[Opening PROVIDED ENTRIES section]
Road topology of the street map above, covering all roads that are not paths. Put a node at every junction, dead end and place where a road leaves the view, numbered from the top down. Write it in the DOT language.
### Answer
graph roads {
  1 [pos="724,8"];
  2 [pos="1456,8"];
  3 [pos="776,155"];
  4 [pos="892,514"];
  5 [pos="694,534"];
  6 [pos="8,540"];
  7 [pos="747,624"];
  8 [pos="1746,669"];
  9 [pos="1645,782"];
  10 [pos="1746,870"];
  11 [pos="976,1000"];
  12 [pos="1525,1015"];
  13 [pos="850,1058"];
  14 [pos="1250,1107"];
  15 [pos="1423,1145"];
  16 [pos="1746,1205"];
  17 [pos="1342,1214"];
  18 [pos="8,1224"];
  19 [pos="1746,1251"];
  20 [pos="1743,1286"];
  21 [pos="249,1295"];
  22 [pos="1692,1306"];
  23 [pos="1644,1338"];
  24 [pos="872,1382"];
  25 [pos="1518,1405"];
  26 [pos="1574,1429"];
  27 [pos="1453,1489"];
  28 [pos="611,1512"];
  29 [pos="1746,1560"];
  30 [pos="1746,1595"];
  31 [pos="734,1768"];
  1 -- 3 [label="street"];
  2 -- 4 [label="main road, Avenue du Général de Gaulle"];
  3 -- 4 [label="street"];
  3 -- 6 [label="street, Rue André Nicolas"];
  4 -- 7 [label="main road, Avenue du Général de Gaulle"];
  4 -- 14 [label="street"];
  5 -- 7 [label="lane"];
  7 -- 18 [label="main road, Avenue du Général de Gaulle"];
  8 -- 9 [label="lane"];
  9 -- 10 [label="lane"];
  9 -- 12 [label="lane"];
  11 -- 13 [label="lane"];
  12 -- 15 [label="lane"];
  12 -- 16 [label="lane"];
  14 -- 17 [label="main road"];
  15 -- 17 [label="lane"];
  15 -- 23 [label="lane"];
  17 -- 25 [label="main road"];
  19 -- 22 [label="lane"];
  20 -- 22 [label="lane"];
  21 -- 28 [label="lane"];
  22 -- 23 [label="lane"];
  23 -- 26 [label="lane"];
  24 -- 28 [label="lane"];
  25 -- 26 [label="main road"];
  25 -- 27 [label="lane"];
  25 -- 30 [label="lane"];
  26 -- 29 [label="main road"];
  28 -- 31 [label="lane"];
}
[Closing PROVIDED ENTRIES section]
Copy down each line in the entries that has the word "Avenue".

SOLUTION TO THIS TASK
  2 -- 4 [label="main road, Avenue du Général de Gaulle"];
  4 -- 7 [label="main road, Avenue du Général de Gaulle"];
  7 -- 18 [label="main road, Avenue du Général de Gaulle"];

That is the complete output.